Justin Israel contributed this other solution which works in a similar fashion, With Event Filter

Signals

This isn’t to say that signals is always a compromise of globals and locals. In fact, I first used signals as a means of passing signals from one child to its parent, much like chain-of-responsibility. This even worked great at first, but ultimately became quite rigid. The problem occurred whenever a new signal was introduced, at which point I had to return to objects already implemented to also forward this new signal.

A better way was to utilise MVC and build a flat hierarchy of widgets on one side (the view), a central location in which they all communicated with (model), and finally a place where they were handled (controller).

With MVC

Chain-of-responsibility

This made a lot of sense to me and I made two separate implementations of it.

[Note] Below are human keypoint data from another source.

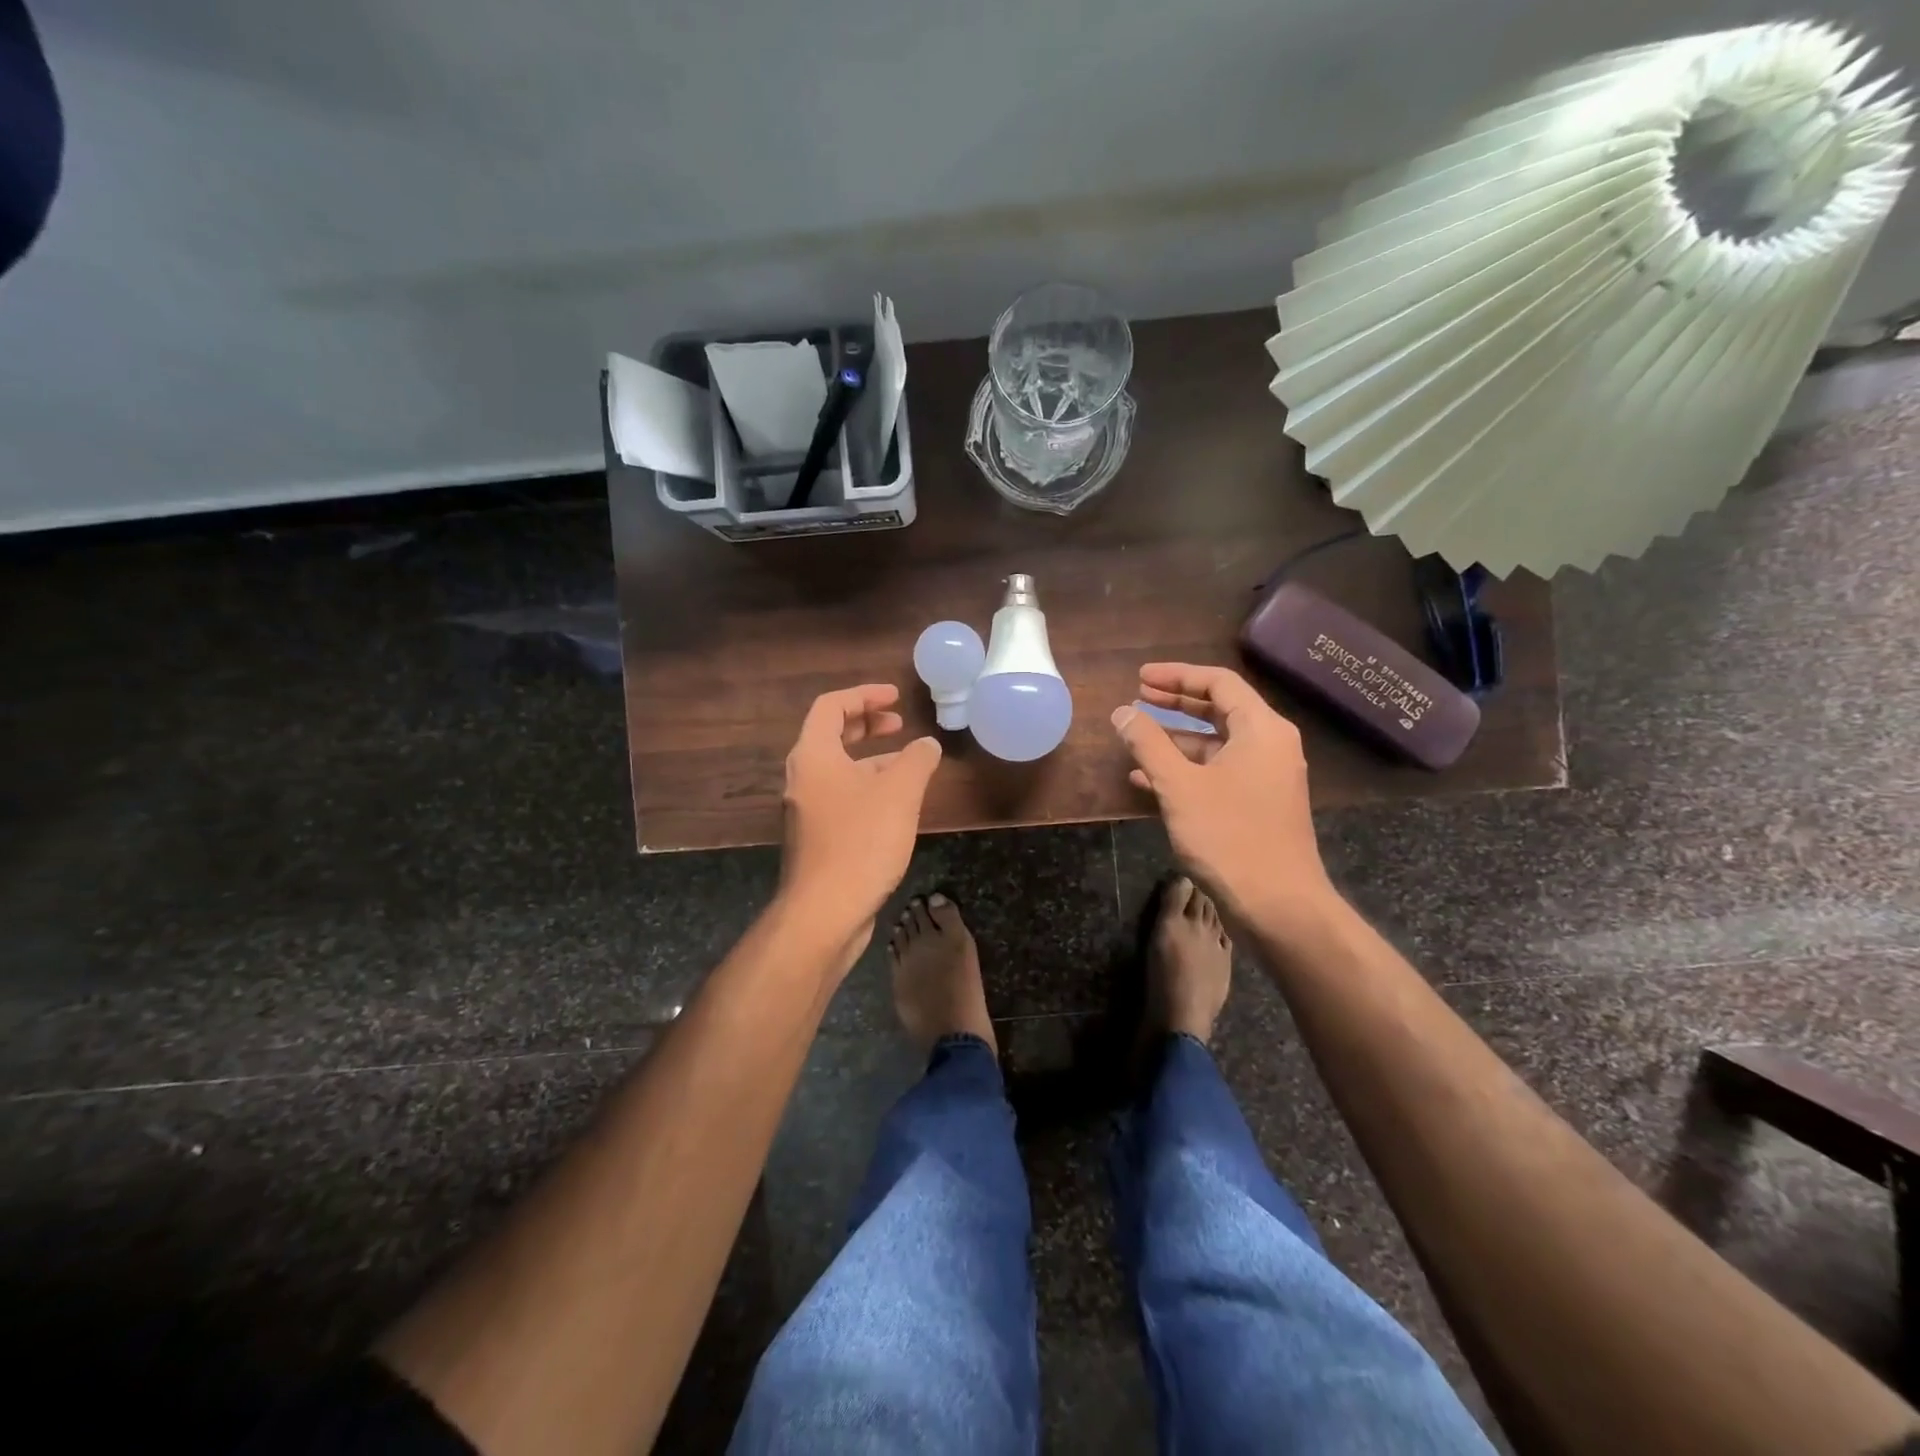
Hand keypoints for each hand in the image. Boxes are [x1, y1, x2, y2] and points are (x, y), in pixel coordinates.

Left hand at [780, 684, 941, 955]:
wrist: (825, 912)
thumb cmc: (861, 841)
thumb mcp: (899, 793)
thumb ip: (916, 760)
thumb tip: (927, 745)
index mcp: (813, 756)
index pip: (831, 706)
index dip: (864, 695)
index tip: (896, 697)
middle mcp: (802, 778)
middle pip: (830, 735)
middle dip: (866, 724)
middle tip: (898, 723)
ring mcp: (806, 810)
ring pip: (838, 770)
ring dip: (870, 759)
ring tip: (908, 764)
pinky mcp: (816, 837)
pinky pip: (841, 797)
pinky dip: (866, 787)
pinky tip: (896, 805)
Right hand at [1110, 663, 1335, 933]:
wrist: (1279, 905)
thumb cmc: (1229, 837)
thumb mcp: (1179, 786)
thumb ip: (1148, 744)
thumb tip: (1122, 712)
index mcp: (1261, 729)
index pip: (1219, 683)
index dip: (1177, 675)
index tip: (1140, 677)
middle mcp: (1269, 745)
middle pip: (1219, 709)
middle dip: (1175, 702)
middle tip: (1137, 695)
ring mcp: (1266, 777)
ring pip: (1216, 744)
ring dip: (1175, 739)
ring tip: (1135, 737)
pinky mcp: (1258, 804)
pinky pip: (1218, 772)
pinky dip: (1186, 769)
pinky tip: (1147, 780)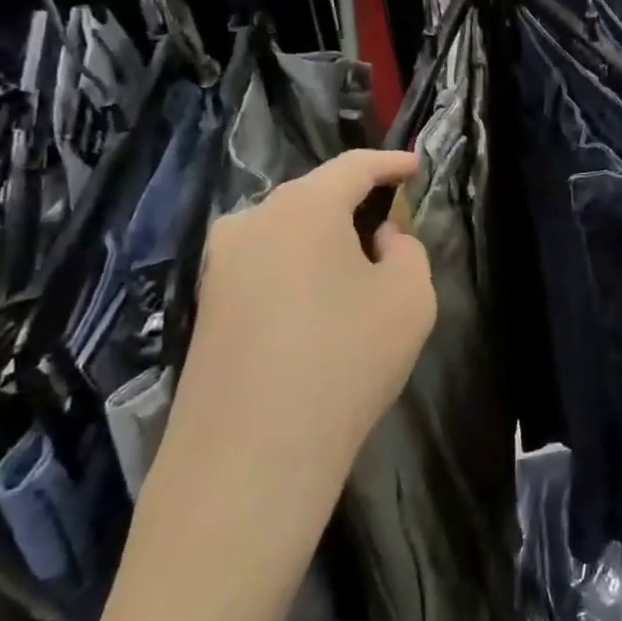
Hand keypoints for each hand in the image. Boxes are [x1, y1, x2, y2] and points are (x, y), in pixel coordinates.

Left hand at [151, 150, 436, 544]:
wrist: (248, 457)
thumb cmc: (345, 360)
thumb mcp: (410, 299)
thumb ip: (406, 251)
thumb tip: (378, 240)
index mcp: (303, 207)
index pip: (354, 166)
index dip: (390, 163)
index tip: (415, 166)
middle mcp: (251, 222)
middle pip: (314, 196)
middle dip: (355, 204)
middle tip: (391, 227)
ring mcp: (220, 266)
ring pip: (285, 232)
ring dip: (324, 240)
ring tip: (356, 269)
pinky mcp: (206, 308)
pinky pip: (265, 267)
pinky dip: (298, 270)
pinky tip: (318, 307)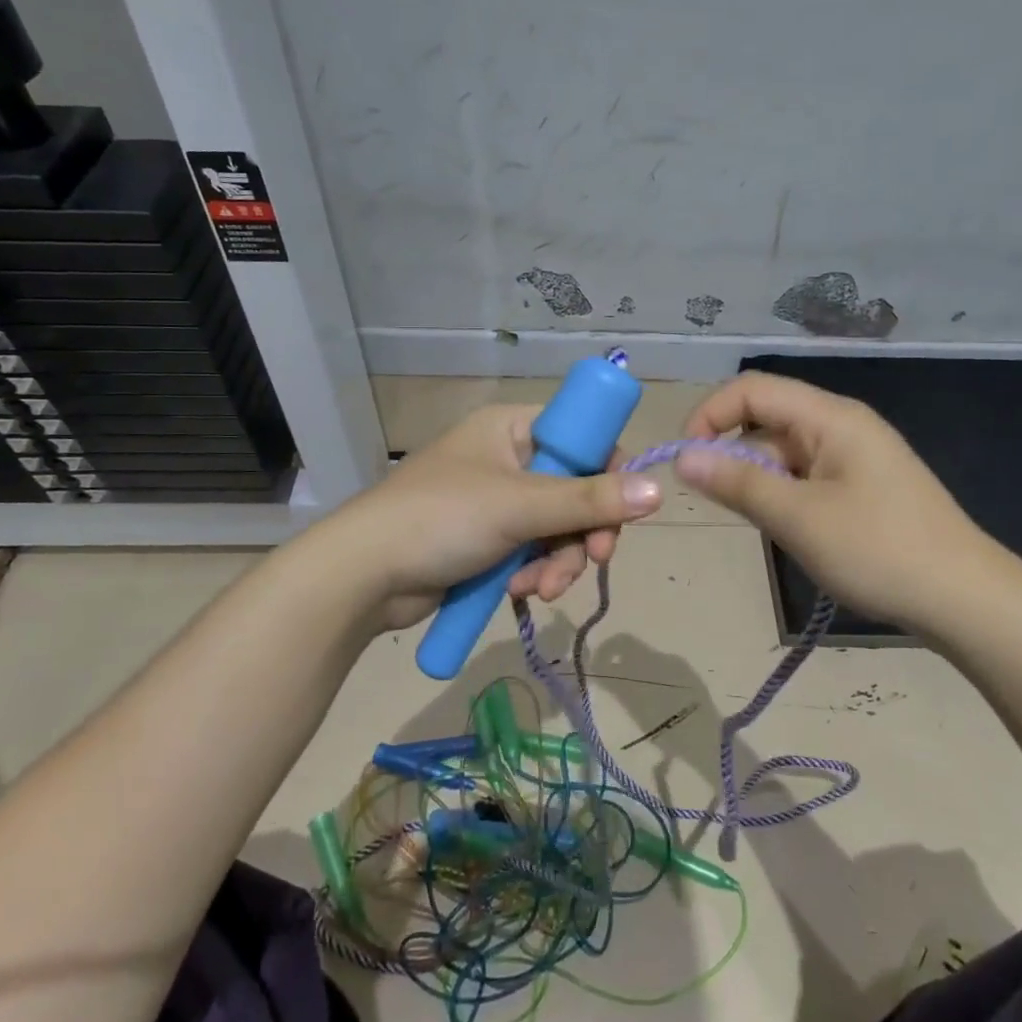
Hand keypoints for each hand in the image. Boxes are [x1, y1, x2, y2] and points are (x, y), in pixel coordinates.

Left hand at [322, 404, 662, 632]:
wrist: (362, 577)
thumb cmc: (441, 519)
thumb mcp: (519, 506)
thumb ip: (590, 499)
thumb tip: (658, 490)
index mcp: (512, 429)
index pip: (582, 436)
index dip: (608, 470)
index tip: (622, 508)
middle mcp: (508, 459)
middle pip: (576, 490)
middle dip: (582, 532)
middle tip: (592, 560)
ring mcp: (497, 503)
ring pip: (557, 529)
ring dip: (558, 562)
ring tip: (539, 588)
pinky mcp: (488, 542)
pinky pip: (533, 553)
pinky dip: (534, 573)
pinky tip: (520, 593)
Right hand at [674, 372, 997, 637]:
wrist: (965, 599)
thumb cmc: (878, 550)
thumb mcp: (798, 517)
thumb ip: (737, 482)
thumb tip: (682, 456)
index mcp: (830, 417)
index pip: (752, 389)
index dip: (710, 415)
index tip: (686, 459)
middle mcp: (841, 425)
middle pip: (767, 418)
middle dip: (732, 452)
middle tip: (720, 502)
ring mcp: (853, 455)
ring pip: (783, 451)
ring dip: (758, 479)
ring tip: (763, 524)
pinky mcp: (861, 485)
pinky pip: (805, 475)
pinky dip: (783, 494)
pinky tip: (788, 529)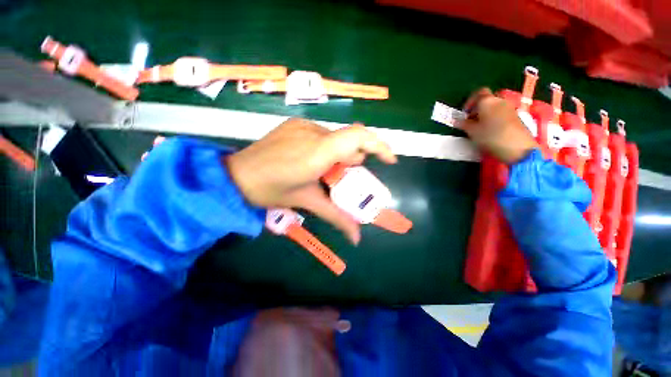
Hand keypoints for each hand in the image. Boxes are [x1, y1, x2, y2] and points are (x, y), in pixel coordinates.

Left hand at [227, 118, 396, 243]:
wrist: (235, 175)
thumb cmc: (270, 190)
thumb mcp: (307, 202)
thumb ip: (336, 217)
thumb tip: (357, 237)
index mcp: (317, 152)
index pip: (358, 137)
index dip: (379, 146)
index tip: (390, 161)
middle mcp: (313, 132)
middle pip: (349, 141)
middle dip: (353, 160)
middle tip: (343, 178)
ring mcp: (302, 125)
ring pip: (336, 138)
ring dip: (339, 155)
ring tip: (324, 172)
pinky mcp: (295, 124)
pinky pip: (322, 134)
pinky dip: (326, 148)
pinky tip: (311, 161)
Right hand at [459, 88, 538, 163]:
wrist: (517, 147)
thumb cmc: (491, 136)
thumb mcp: (472, 132)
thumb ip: (464, 124)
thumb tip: (457, 121)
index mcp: (487, 101)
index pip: (478, 93)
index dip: (470, 101)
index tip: (464, 113)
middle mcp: (499, 101)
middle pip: (487, 99)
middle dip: (477, 108)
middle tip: (470, 120)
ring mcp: (509, 108)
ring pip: (494, 106)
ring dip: (485, 113)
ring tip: (479, 127)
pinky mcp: (515, 117)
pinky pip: (500, 113)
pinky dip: (493, 118)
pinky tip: (490, 130)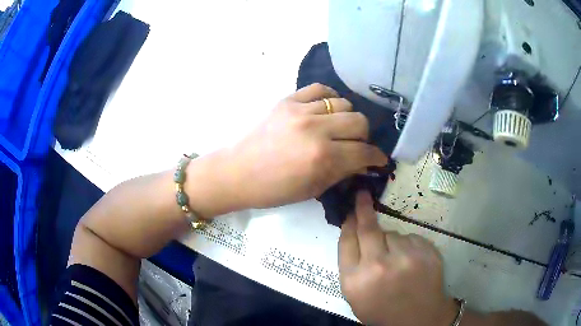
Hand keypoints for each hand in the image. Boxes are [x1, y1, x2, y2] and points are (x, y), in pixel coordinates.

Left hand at [226, 83, 387, 208]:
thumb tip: (364, 162)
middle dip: (364, 137)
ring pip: (344, 103)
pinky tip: (326, 110)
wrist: (239, 172)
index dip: (377, 157)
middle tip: (356, 146)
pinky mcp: (288, 100)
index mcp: (323, 158)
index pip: (364, 151)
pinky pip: (320, 89)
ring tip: (338, 128)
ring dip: (347, 119)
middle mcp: (316, 130)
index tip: (379, 159)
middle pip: (360, 122)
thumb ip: (343, 172)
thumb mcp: (313, 189)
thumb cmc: (275, 189)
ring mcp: (301, 110)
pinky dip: (329, 98)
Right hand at [338, 191, 456, 325]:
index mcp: (355, 280)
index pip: (347, 242)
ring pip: (393, 233)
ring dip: (390, 241)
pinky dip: (407, 245)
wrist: (418, 319)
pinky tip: (409, 262)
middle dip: (363, 209)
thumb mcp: (355, 295)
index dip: (347, 223)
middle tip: (362, 194)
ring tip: (396, 261)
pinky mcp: (426, 252)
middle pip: (368, 229)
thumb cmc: (382, 309)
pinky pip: (411, 238)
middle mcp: (379, 266)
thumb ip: (351, 265)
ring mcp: (406, 258)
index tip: (349, 210)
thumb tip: (353, 231)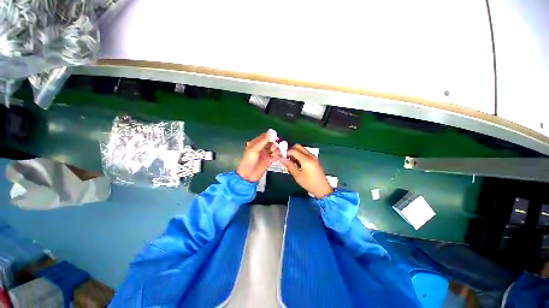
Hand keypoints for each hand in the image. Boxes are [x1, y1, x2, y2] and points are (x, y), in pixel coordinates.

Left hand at [236, 131, 280, 181]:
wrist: (248, 176)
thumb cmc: (248, 161)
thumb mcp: (254, 149)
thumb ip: (263, 141)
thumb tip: (271, 131)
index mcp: (255, 143)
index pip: (264, 137)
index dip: (270, 136)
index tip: (276, 137)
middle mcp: (261, 148)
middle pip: (271, 142)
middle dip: (274, 143)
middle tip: (274, 147)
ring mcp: (266, 154)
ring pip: (274, 148)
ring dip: (276, 149)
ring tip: (274, 153)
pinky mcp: (270, 160)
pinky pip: (276, 155)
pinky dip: (277, 155)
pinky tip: (277, 156)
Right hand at [281, 144, 333, 198]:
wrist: (322, 188)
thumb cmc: (309, 183)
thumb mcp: (297, 175)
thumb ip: (289, 165)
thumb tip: (282, 158)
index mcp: (306, 159)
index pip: (293, 150)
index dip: (286, 152)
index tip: (282, 158)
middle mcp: (310, 155)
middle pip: (298, 146)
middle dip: (291, 150)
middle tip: (287, 158)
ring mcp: (313, 157)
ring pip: (302, 149)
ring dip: (295, 152)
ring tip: (291, 162)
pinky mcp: (314, 159)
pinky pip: (305, 153)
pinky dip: (300, 155)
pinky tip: (297, 163)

Qt’s Event system works with chain-of-responsibility. All of its events are passed from widget to widget up the parent hierarchy, much more simply than you might expect. So the first example, custom cascading, implements this behaviour into a custom QWidget. The end result is custom events being passed up the chain and finally delivered to the top-most widget.

This did however pose a problem when implementing widgets that relied on subclasses of QWidget, such as QLineEdit, as you would then have to implement the method there too. So the second approach is subclassing QApplication, which seemed the recommended approach. Now, you might think, “why not just use the QApplication directly?” Well, the reason is that custom QEvents simply aren’t propagated. The source code confirms this.

With a subclassed QApplication, QEvents and custom QEvents now acted accordingly and allows for the elegant and implicit chain-of-responsibility normally used in Qt, meaning the inner-most widgets may pass an event to its nearest parent and trust it to pass it along to the grand-parent and so forth, finally catching it within an “event()” method.

This final solution was the one that stuck and I’m now treating all these scenarious this way, subclassing QEvent for every unique event that needs to touch more than one object up a chain and it works quite well.

A more full-blown example has been documented here:

With the custom QApplication here: https://github.com/abstractfactory/labs/blob/master/python/mvc/editable.py#L149
One of the custom events here: https://github.com/abstractfactory/labs/blob/master/python/mvc/editable.py#L221
And a replacement of a click-event for a custom QEvent here: https://github.com/abstractfactory/labs/blob/master/python/mvc/editable.py#L466

Hope it helps.

Another data point to consider: As Mancuso’s post points out, you can create a system which passes non-fatal messages outside the return value stream using an event model. In this version you make everything exception-safe (at least, for well-known and predictable issues) and pass warnings and errors along using event callbacks. There’s some extended discussion and examples here, and the Event class itself is in mGui.

The event based paradigm works best for things like GUIs where there is a hierarchy of long-lived objects. You can manhandle it into a function-oriented system (like the original example), usually be passing callback objects along with other objects. However that tends to increase coupling across the system, so if the use case is more like the example I’d go for complex return types.